Restate word for word the lines of the entries below, starting with the line that holds "pinky mcp: (336, 315)" and ending with the line that holds "wrist: (344, 376)", and no others.

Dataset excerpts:
***
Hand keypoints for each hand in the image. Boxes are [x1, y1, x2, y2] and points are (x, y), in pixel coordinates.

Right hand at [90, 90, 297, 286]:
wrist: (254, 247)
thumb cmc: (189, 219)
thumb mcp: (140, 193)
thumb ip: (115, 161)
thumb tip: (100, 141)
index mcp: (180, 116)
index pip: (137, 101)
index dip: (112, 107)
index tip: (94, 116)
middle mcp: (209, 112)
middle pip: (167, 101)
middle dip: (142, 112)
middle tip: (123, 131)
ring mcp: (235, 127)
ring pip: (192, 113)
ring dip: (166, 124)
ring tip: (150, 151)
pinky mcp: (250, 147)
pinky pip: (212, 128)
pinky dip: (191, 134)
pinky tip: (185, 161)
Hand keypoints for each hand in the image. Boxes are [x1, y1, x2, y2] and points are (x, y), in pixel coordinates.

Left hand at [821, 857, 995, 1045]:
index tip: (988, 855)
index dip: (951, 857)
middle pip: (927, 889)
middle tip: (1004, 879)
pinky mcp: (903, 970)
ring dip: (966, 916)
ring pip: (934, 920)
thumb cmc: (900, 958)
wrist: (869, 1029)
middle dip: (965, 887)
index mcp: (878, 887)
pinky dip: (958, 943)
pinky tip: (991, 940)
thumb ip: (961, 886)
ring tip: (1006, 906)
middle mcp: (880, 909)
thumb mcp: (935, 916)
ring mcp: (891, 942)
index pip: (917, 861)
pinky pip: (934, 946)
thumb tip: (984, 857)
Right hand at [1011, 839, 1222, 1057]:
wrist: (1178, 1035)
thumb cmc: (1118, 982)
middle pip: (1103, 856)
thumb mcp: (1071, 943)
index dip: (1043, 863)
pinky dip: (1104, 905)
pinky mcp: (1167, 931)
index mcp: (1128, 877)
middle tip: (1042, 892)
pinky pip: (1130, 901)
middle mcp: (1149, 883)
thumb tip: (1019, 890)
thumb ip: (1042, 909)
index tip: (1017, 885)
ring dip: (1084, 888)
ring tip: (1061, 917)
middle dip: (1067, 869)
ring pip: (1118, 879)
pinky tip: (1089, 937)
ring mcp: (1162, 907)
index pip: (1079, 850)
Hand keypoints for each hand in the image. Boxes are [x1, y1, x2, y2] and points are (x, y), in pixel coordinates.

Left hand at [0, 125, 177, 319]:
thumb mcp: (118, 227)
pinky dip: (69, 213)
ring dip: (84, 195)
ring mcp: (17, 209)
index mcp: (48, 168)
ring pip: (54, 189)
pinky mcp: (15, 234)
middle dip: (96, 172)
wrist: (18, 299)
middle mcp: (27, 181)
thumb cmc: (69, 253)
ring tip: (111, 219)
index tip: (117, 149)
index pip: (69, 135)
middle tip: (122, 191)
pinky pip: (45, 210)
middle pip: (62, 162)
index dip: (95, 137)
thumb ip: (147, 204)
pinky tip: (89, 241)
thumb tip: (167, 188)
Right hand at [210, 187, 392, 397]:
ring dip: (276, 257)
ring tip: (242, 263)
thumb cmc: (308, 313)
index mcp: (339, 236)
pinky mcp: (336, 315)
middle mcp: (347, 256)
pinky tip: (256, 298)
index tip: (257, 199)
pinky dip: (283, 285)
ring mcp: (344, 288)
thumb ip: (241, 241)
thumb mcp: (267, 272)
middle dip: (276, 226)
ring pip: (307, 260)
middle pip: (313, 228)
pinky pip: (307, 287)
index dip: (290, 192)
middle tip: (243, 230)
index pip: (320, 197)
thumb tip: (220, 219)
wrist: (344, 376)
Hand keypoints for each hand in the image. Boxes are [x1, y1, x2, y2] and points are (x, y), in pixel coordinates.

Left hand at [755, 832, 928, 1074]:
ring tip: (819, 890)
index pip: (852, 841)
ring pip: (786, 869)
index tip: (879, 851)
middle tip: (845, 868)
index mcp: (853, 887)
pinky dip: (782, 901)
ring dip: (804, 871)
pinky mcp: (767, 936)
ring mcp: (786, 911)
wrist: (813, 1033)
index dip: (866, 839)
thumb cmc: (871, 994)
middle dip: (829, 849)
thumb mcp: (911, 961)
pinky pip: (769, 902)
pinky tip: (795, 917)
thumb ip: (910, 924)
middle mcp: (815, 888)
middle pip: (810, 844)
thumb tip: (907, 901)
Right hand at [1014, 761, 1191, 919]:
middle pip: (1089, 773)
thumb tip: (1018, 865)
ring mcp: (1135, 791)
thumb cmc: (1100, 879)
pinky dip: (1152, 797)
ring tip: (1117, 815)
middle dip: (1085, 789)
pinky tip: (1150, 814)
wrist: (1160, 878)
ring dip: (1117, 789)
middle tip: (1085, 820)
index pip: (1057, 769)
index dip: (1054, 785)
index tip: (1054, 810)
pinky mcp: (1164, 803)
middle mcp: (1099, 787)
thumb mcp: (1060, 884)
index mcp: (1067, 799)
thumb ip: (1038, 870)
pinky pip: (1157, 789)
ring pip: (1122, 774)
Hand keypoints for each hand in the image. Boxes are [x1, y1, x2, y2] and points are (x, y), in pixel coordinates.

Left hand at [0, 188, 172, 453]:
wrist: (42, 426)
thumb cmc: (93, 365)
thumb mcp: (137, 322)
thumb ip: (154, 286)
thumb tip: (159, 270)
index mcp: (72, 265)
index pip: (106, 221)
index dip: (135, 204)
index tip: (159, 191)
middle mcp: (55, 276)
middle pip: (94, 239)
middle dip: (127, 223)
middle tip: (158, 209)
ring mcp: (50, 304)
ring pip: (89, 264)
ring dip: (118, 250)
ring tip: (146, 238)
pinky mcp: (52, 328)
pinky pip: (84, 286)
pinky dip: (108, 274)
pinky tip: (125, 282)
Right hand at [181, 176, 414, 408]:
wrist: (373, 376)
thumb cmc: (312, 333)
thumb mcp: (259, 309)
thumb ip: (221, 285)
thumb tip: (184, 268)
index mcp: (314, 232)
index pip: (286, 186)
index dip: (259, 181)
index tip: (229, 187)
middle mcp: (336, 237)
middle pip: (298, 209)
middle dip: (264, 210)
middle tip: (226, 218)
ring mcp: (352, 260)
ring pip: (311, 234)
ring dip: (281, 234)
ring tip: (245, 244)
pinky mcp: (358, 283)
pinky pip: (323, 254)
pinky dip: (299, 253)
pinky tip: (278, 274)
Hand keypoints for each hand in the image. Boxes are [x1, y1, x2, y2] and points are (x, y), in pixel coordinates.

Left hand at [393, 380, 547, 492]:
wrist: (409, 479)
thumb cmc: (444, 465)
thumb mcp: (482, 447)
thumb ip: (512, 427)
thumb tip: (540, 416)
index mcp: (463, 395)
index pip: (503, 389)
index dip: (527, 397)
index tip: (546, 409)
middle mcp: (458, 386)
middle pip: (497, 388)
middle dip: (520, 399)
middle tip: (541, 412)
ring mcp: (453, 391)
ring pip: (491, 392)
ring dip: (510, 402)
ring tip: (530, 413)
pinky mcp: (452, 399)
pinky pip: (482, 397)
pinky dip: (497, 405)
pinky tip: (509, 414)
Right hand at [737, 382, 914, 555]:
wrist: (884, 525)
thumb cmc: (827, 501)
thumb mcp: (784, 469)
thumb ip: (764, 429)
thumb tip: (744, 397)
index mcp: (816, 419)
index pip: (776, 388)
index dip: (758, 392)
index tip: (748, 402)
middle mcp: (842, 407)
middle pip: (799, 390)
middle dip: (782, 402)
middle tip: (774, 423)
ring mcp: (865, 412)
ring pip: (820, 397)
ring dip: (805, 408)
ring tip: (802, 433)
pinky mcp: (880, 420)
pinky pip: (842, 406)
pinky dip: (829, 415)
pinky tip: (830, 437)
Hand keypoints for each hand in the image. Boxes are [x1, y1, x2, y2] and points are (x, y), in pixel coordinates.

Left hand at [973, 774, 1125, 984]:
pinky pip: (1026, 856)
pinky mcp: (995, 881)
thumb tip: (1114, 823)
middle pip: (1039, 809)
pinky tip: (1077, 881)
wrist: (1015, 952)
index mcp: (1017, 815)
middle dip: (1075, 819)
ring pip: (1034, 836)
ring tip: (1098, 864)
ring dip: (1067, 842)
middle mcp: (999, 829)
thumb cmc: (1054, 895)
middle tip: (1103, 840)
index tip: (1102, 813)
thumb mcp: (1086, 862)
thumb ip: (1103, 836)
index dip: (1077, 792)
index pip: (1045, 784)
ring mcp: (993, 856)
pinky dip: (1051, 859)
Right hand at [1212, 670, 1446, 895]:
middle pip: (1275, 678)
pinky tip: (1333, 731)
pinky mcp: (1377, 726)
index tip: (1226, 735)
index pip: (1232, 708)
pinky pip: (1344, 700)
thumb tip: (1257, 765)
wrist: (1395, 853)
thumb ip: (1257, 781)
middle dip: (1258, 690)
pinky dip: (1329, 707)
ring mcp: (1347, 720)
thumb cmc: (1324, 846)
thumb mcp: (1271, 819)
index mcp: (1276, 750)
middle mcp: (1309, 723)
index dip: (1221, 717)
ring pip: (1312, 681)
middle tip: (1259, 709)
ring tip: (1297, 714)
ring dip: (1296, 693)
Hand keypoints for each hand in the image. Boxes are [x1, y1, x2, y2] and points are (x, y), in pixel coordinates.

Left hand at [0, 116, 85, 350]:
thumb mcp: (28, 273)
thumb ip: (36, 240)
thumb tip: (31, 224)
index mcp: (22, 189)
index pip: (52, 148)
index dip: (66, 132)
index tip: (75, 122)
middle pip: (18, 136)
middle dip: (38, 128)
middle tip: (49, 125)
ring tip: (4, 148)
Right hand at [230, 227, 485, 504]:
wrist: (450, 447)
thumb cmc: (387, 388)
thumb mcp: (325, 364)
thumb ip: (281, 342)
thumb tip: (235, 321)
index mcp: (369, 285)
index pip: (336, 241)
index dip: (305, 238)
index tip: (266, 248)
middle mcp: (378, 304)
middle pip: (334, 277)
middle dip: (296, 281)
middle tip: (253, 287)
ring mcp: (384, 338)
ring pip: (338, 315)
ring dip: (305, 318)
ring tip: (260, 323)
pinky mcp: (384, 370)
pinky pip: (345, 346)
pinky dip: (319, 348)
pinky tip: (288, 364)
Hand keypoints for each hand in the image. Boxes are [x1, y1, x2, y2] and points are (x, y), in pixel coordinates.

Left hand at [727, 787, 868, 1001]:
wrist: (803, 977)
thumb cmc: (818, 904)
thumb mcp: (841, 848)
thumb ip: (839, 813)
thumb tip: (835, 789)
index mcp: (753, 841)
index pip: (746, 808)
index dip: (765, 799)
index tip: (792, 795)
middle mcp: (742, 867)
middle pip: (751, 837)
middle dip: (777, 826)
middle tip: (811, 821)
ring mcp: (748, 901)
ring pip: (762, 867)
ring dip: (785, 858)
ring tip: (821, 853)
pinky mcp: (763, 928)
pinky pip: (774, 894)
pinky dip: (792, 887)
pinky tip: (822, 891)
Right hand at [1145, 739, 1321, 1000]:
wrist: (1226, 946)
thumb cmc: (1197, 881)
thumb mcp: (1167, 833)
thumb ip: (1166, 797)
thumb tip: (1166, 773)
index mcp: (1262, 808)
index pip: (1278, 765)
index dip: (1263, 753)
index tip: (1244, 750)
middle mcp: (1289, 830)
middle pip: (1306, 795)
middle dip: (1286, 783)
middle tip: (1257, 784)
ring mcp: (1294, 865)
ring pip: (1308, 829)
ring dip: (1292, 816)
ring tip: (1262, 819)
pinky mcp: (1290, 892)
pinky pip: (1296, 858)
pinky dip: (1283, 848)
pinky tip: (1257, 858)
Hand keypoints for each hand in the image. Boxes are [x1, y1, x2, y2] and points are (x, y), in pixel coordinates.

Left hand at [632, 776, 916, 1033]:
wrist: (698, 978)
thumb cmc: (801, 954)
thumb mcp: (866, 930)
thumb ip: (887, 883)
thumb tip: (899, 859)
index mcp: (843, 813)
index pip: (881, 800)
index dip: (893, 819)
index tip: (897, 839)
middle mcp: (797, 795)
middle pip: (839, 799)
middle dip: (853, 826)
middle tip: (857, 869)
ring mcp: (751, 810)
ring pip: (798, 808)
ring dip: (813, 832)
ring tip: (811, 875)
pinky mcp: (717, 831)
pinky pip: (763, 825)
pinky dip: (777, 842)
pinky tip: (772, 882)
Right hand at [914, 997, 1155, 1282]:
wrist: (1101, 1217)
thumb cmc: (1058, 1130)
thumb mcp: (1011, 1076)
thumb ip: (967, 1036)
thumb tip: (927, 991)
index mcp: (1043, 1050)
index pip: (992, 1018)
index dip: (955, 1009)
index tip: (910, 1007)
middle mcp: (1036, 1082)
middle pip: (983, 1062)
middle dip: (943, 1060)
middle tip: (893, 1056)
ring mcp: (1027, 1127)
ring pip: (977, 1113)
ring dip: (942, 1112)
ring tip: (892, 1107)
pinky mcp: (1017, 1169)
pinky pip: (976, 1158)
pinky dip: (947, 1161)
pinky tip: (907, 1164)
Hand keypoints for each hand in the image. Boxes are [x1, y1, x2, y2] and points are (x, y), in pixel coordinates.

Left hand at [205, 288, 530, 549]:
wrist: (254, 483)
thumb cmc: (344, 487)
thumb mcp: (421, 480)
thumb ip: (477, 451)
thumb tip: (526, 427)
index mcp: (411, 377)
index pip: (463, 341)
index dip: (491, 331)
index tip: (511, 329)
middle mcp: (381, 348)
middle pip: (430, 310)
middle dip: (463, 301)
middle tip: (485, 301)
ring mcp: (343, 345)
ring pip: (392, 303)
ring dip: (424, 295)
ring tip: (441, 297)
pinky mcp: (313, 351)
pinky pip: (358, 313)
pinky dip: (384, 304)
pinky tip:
***
- [TASK RESULT]
pinky mcp: (336, 315)
middle mcp: (347, 256)
pinky tip: (256, 298)
index tip: (257, 199)
pinky dip: (283, 285)
ring mcp: (344, 288)
thumb ip: (241, 241)
thumb mcp: (267, 272)
middle dip: (276, 226)
ring pip: (307, 260)
middle pip: (313, 228)
pinky pip: (307, 287)
index dip: (290, 192)
middle tip: (243, 230)
index pip: (320, 197)
thumb tip: (220, 219)
wrist: (344, 376)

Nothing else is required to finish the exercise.